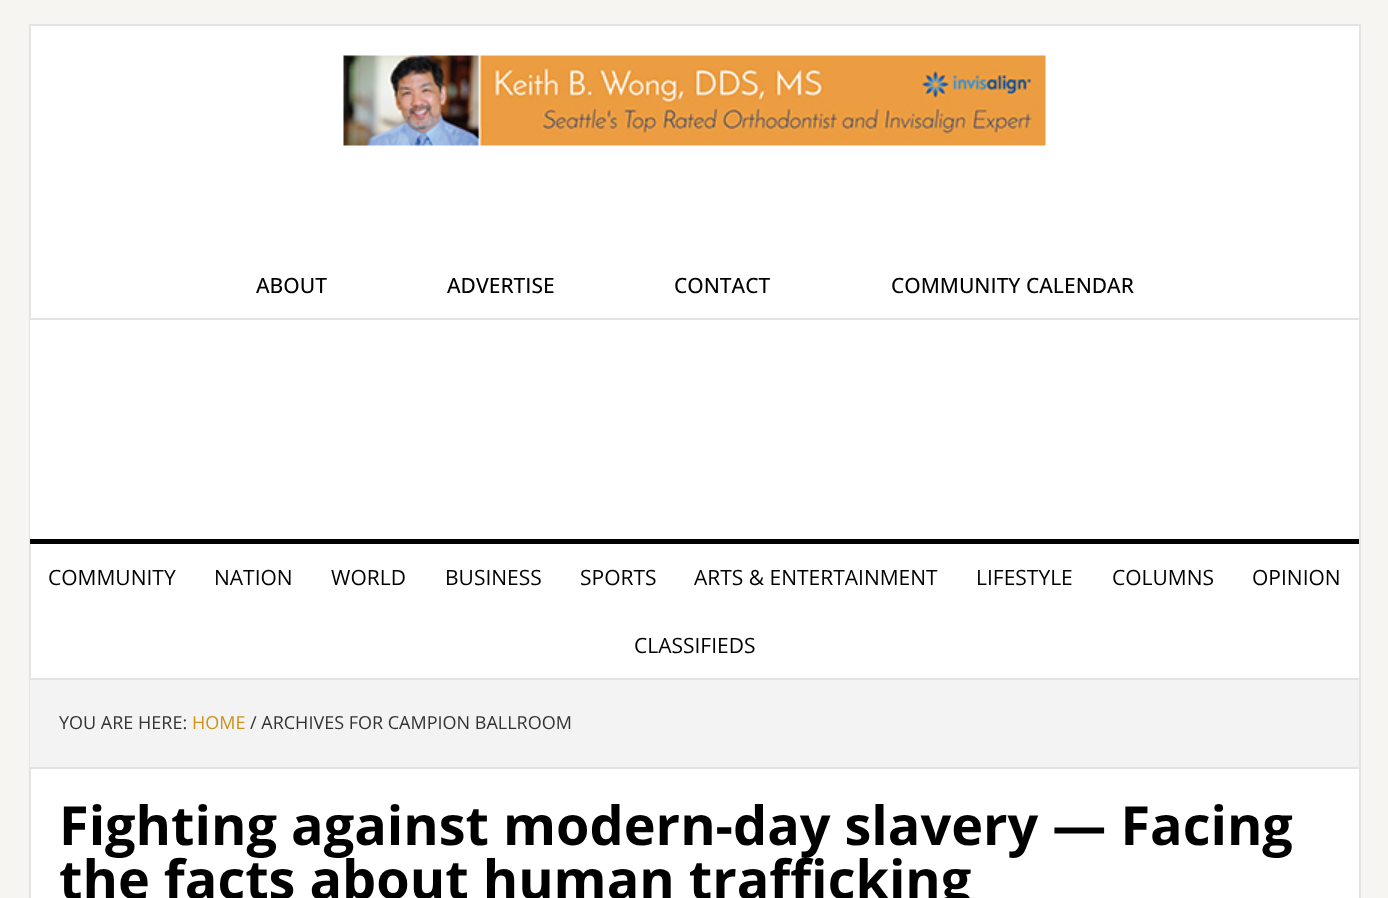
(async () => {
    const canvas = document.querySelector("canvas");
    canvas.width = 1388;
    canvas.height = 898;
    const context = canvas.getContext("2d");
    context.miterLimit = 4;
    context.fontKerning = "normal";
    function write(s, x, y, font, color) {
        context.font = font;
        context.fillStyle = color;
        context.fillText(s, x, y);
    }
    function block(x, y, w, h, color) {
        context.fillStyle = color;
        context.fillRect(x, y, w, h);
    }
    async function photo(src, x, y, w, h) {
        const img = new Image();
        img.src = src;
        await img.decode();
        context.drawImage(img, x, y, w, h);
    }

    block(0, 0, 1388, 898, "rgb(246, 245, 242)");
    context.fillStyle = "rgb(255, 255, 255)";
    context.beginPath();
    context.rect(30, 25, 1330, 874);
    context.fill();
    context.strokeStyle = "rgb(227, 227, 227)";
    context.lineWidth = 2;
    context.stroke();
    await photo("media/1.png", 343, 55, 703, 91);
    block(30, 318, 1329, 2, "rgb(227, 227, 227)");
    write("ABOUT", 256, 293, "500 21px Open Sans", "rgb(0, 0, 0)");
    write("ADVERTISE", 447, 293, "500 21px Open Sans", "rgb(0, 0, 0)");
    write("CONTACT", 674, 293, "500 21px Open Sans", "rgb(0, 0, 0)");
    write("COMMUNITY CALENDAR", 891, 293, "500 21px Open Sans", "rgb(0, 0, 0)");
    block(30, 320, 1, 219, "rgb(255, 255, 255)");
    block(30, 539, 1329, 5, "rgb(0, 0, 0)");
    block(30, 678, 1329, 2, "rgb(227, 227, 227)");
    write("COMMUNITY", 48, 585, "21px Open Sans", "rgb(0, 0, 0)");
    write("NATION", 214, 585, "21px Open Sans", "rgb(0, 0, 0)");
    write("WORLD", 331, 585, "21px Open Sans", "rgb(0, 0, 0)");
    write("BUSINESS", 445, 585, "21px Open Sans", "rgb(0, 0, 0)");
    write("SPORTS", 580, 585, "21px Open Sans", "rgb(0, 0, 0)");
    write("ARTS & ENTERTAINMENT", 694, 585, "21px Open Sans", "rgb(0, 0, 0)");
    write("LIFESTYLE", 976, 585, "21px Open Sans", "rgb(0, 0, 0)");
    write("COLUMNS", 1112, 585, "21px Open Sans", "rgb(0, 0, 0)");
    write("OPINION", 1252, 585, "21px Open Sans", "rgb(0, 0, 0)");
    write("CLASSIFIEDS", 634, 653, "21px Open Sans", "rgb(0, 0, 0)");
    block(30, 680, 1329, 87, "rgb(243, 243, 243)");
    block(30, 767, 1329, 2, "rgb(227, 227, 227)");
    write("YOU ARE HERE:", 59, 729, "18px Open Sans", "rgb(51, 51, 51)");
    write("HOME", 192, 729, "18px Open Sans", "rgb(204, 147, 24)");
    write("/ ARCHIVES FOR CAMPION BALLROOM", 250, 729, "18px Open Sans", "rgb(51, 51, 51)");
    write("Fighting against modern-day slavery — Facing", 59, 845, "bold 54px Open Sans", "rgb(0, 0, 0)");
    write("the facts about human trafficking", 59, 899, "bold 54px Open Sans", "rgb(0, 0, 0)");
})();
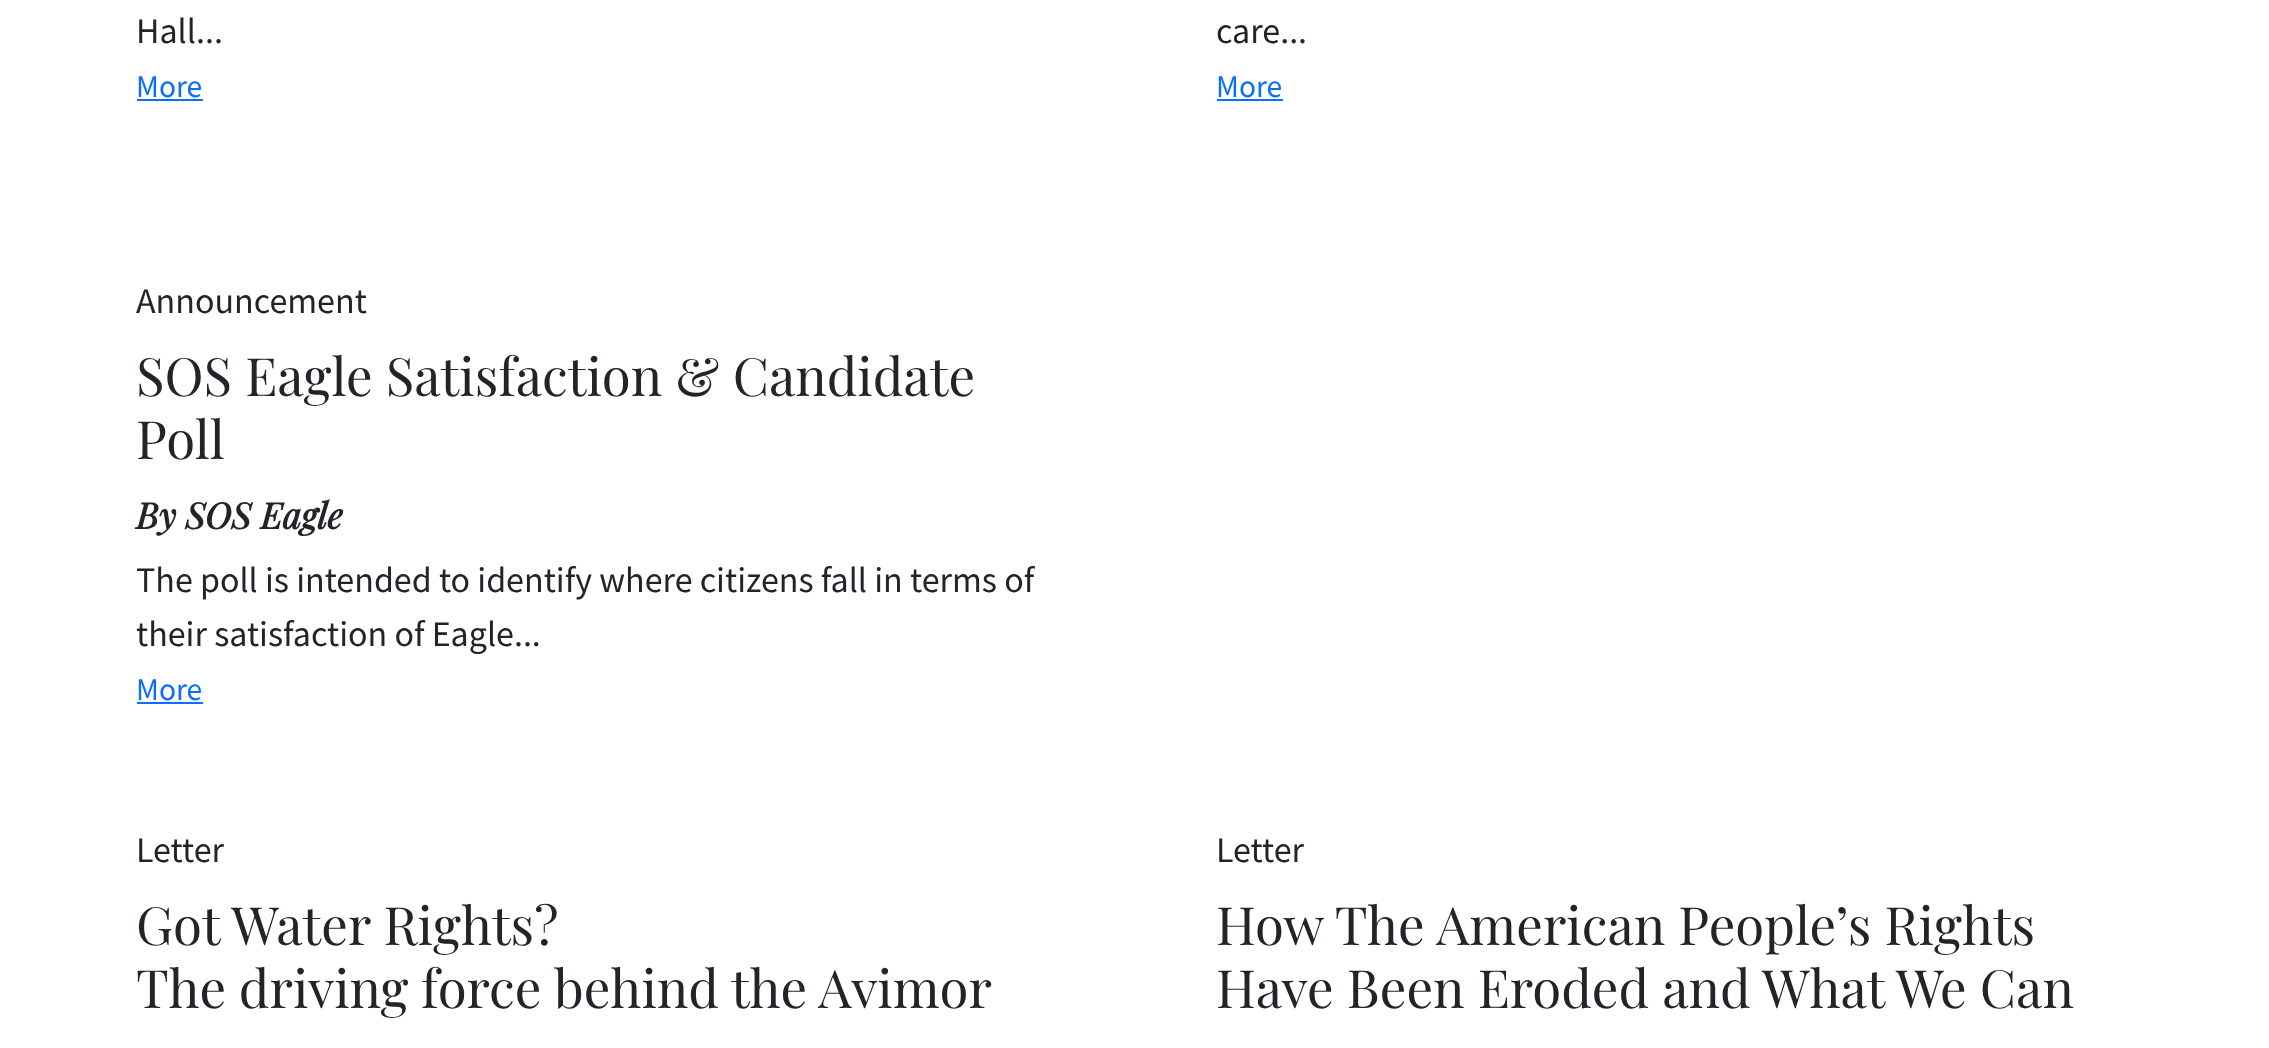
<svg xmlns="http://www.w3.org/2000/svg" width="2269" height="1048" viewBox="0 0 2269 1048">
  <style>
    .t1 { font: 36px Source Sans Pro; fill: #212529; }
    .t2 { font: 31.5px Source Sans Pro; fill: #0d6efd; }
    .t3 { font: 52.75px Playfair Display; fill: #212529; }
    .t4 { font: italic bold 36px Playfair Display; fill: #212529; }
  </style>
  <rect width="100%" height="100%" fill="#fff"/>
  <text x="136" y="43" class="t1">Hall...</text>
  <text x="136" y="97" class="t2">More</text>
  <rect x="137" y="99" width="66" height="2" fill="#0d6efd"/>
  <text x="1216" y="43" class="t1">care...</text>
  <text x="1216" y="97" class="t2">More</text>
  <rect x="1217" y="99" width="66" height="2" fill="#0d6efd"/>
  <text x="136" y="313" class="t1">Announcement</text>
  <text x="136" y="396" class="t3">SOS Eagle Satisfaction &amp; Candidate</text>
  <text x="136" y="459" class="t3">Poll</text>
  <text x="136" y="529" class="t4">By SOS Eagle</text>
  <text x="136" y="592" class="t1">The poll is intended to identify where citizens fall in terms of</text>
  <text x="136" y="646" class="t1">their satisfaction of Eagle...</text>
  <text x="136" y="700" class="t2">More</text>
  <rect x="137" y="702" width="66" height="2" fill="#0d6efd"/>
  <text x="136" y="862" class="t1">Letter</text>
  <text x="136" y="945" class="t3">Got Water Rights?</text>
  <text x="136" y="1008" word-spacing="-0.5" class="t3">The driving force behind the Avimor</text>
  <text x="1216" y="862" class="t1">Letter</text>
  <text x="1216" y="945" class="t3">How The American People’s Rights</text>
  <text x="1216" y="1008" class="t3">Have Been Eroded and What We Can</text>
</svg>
---
Try it> Reproduce every line in the data that has the word "async" in it.

Response for this exercise>
(async () => {
    async function photo(src, x, y, w, h) {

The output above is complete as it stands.